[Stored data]
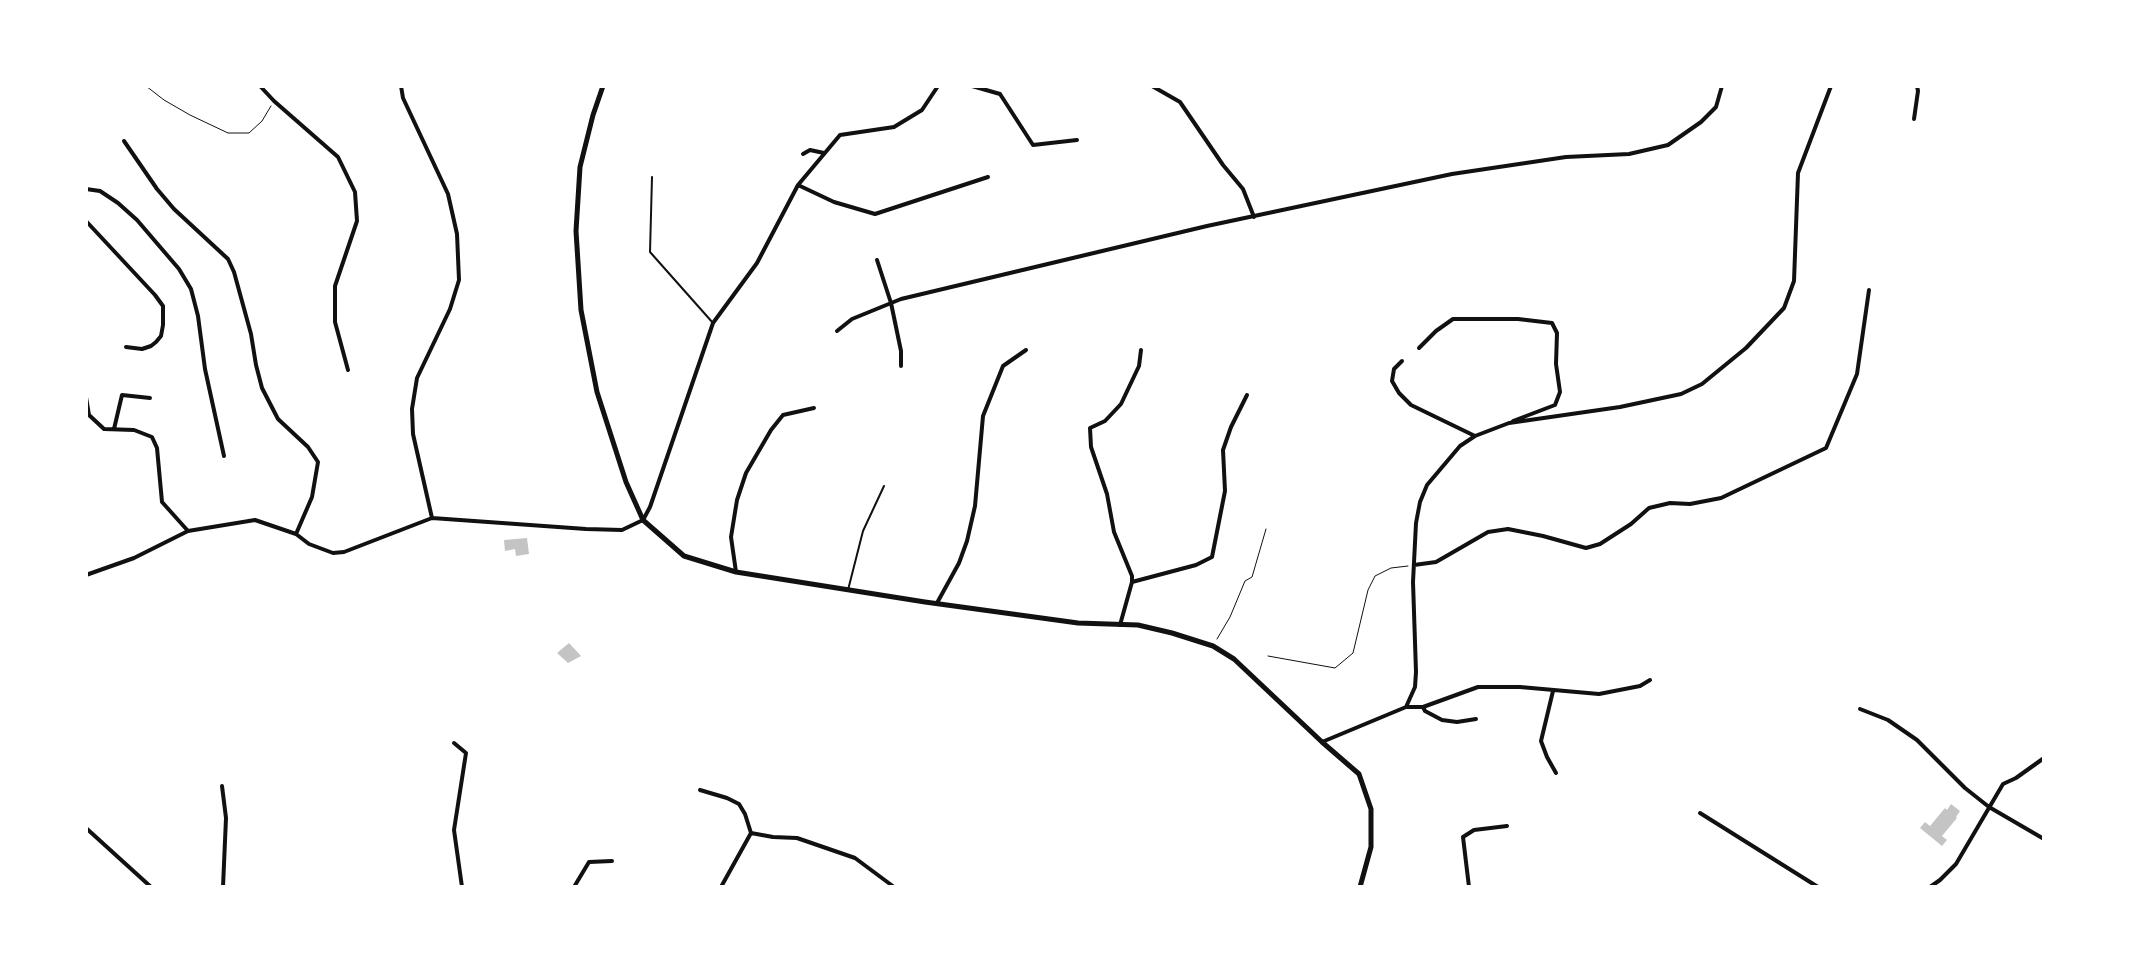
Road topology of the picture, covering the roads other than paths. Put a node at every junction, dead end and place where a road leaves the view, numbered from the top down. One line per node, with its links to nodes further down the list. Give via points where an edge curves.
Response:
1 (260, 86): 32 (street, via 338,157 355,192 357,221 335,286 335,322)
2 (401, 86): 42 (street, via 403,98 448,194 457,234 459,280 450,309 417,378 412,409 412,434)
3 (603, 86): 43 (street, via 580,167 576,231 581,310 598,392 626,482)
4 (938, 86): 14 (street, via 922,110 894,127 840,135)
5 (972, 86): 11 (street, via 1000,94 1033,145)
6 (1152, 86): 19 (street, via 1180,102 1243,189)
7 (1722, 86): 19 (street, via 1716,107 1668,145 1629,154 1566,157 1452,174)
8 (1831, 86): 37 (street, via 1798,173 1794,281 1784,308 1746,348 1702,384 1681,394 1620,407)
9 (1917, 86): 10 (street)
10 (1914, 119)
11 (1076, 140)
12 (124, 141): 45 (street, via 156,189 228,259 251,334 262,388 278,419 308,447 318,462 312,497)
13 (804, 154): 14 (street, via 810,150)
14 (824, 154): 17 (street)
15 (652, 177): 24 (lane, via 650,252)
16 (988, 177): 17 (street, via 875,214 834,202)
17 (798, 185): 24 (street, via 757,263)
18 (86, 189): 40 (street, via 100,191 137,220 179,268 191,289)
19 (1254, 216): 23 (street)
20 (86, 221): 26 (street, via 163,306 163,325 156,342 142,349)
21 (877, 260): 23 (street)
22 (1869, 290): 46 (street, via 1857,374 1826,448 1722,498 1649,508 1600,544 1586,548 1508,529 1488,532 1436,562)
23 (890, 303): 25 (street, via 852,320); 31 (street, via 901,351)
24 (713, 323): 43 (street)
25 (837, 331)
26 (126, 347)
27 (1419, 348): 37 (street, via 1453,319 1552,324 1557,333 1556,364 1560,392 1554,405)
28 (1026, 350): 51 (street, via 1003,366 983,416 975,506 967,541)
29 (1141, 350): 49 (street, via 1139,366 1121,404 1105,421 1090,428 1091,447 1107,494 1114,532)
30 (1402, 361): 39 (street, via 1394,369 1392,381 1399,393 1412,405)
31 (901, 366)
32 (348, 370)
33 (1247, 395): 49 (street, via 1223,450 1225,491 1212,557 1196,565)
34 (86, 397): 38 (street, via 89,415 104,429)
35 (150, 398): 38 (street, via 122,395)
36 (814, 408): 47 (street, via 782,415 746,474 737,500 731,537)
37 (1509, 423): 39 (street)
38 (114, 429): 44 (street, via 134,430 152,437 157,448 162,502)
39 (1475, 436): 46 (street, via 1447,459 1427,485 1416,523)
40 (224, 456)
41 (884, 486): 50 (lane, via 863,531)
42 (432, 518): 43 (street, via 586,530 622,530); 45 (street, via 333,554 309,544)
43 (643, 520): 47 (street, via 684,556)
44 (188, 530): 45 (street, via 255,520); 48 (street, via 134,558)
45 (296, 534)
46 (1414, 565): 56 (street, via 1416,672 1415,687)
47 (736, 572): 50 (street)
48 (86, 575)
49 (1132, 582): 52 (street)
50 (848, 590): 51 (street)
51 (937, 603): 52 (street, via 1078,623)
52 (1120, 625): 59 (street, via 1138,625 1213,646 1234,659)
53 (1650, 680): 54 (street, via 1640,686 1599,694)
54 (1553, 691): 55 (street, via 1478,687); 62 (street, via 1541,741)
55 (1423, 706): 56 (street); 58 (street, via 1425,712 1442,720)
56 (1406, 708): 59 (street)
57 (1860, 709): 65 (street, via 1888,720 1917,740)
58 (1476, 719)
59 (1322, 742): 79 (street, via 1358,774 1371,809 1371,847)
60 (454, 743): 75 (street, via 466,753 454,830)
61 (2044, 758): 65 (street, via 2003,784)
62 (1556, 773)
63 (222, 786): 74 (street, via 226,818)
64 (700, 790): 69 (street, via 739,804)
65 (1989, 807): 70 (street); 82 (street, via 1956,864)
66 (1700, 813): 81 (street)
67 (1507, 826): 80 (street, via 1474,830 1463,837)
68 (86, 828): 73 (street)
69 (751, 833): 72 (street, via 797,838 826,847 854,858); 77 (street)
70 (2044, 839)
71 (612, 861): 76 (street, via 589,862)
72 (892, 885): 78 (street)
73 (151, 887)
74 (223, 887)
75 (462, 887)
76 (574, 887)
77 (722, 887)
78 (885, 887)
79 (1360, 887)
80 (1469, 887)
81 (1818, 887)
82 (1930, 887)

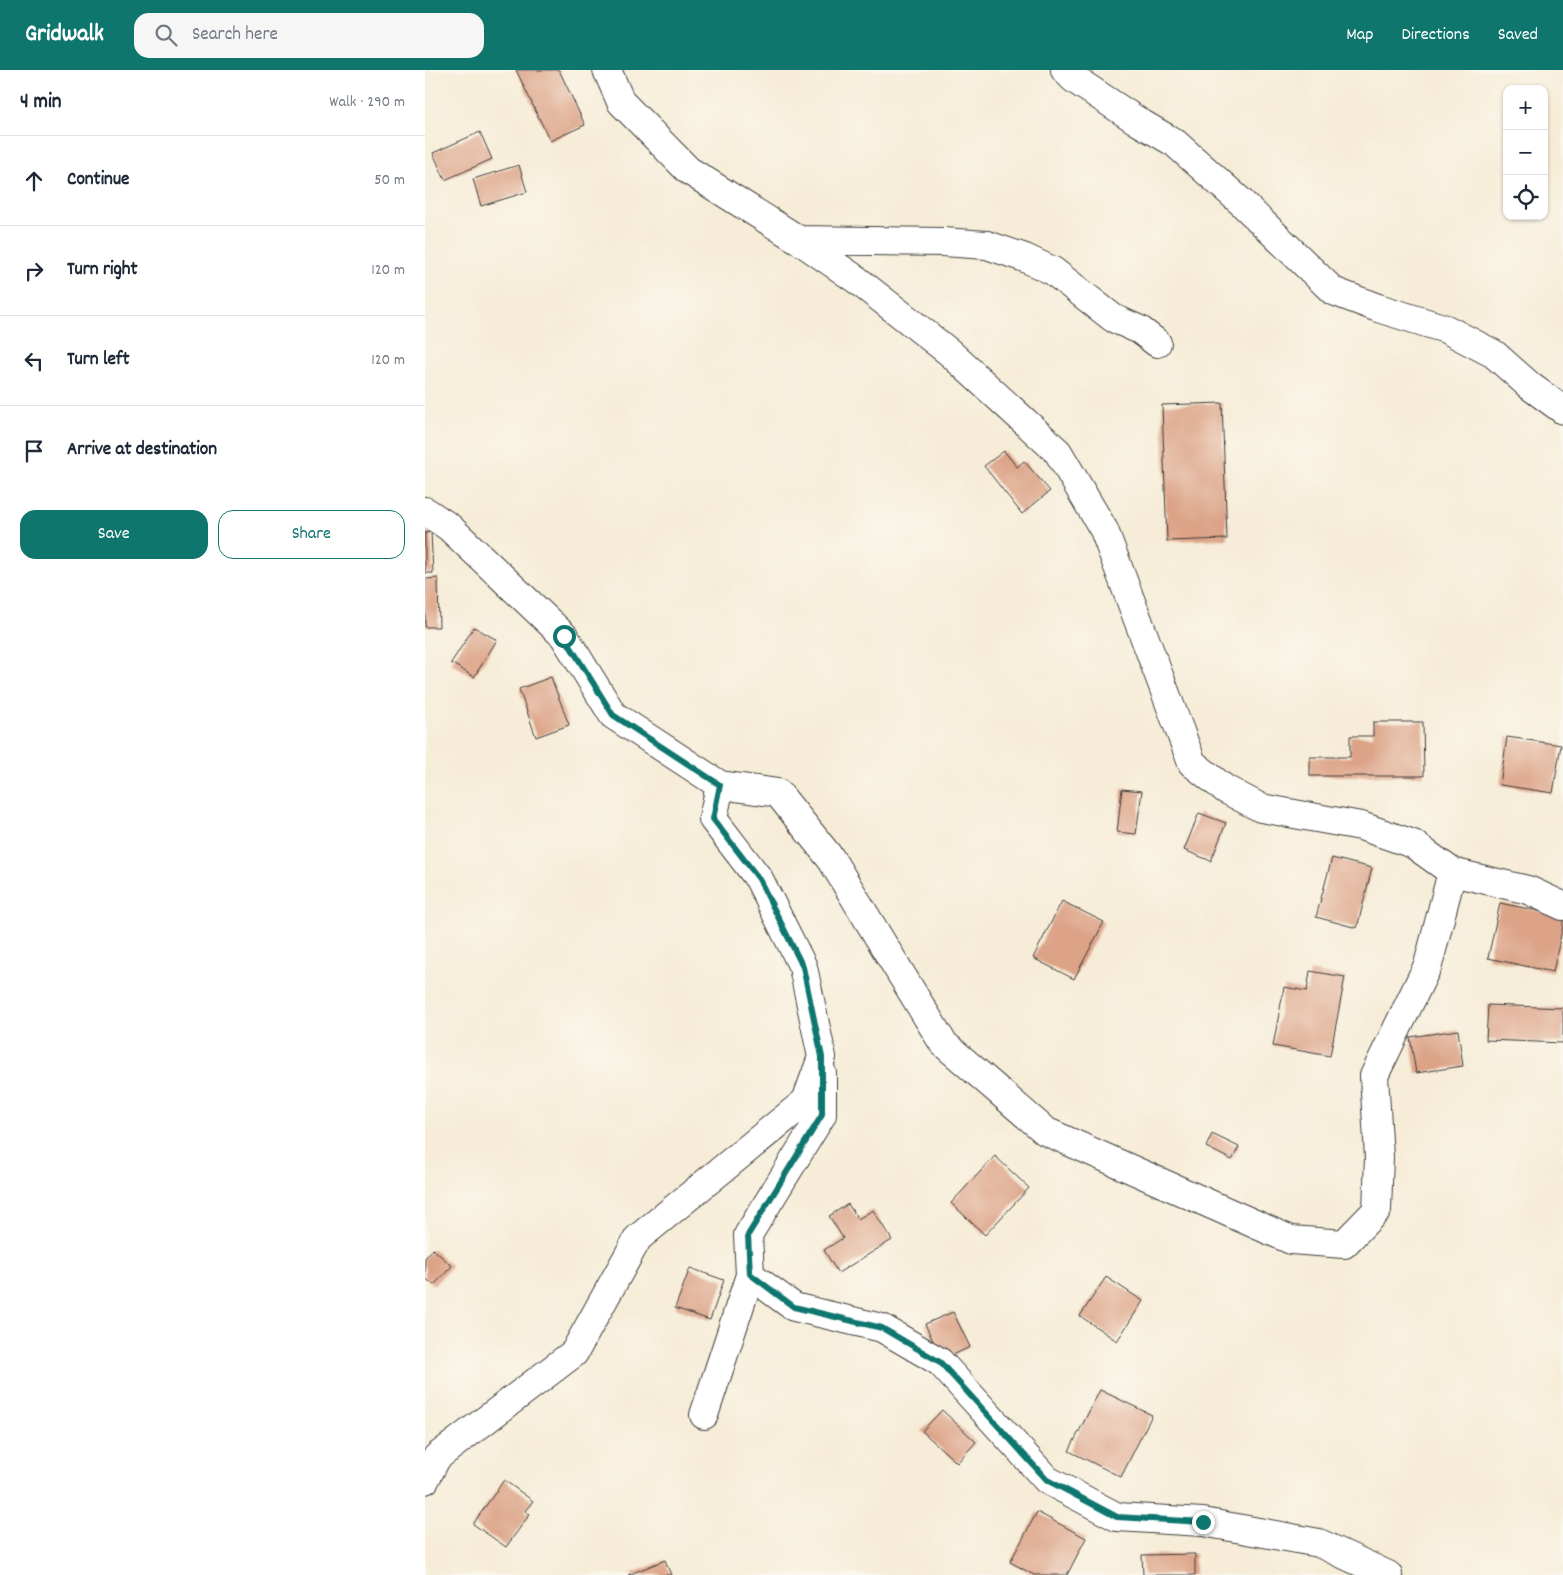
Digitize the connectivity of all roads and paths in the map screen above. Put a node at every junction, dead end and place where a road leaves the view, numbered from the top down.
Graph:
1 (607, 70) edge
2 (1065, 70) edge
3 (799, 240) junction
4 (1157, 343) dead end
5 (1563, 410) edge
6 (425, 511) edge
7 (720, 785) junction
8 (1452, 872) junction
9 (1563, 906) edge
10 (822, 1057) junction
11 (750, 1274) junction
12 (704, 1415) dead end
13 (425, 1480) edge
14 (1388, 1575) edge

1 - 3 street
2 - 5 street
3 - 4 street
3 - 8 street
6 - 7 street
7 - 8 street
7 - 10 street
8 - 9 street
10 - 11 street
10 - 13 street
11 - 12 street
11 - 14 street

» Directions for this task
Only a number should be returned: the count of lines above that include "place".

» Solved exercise
2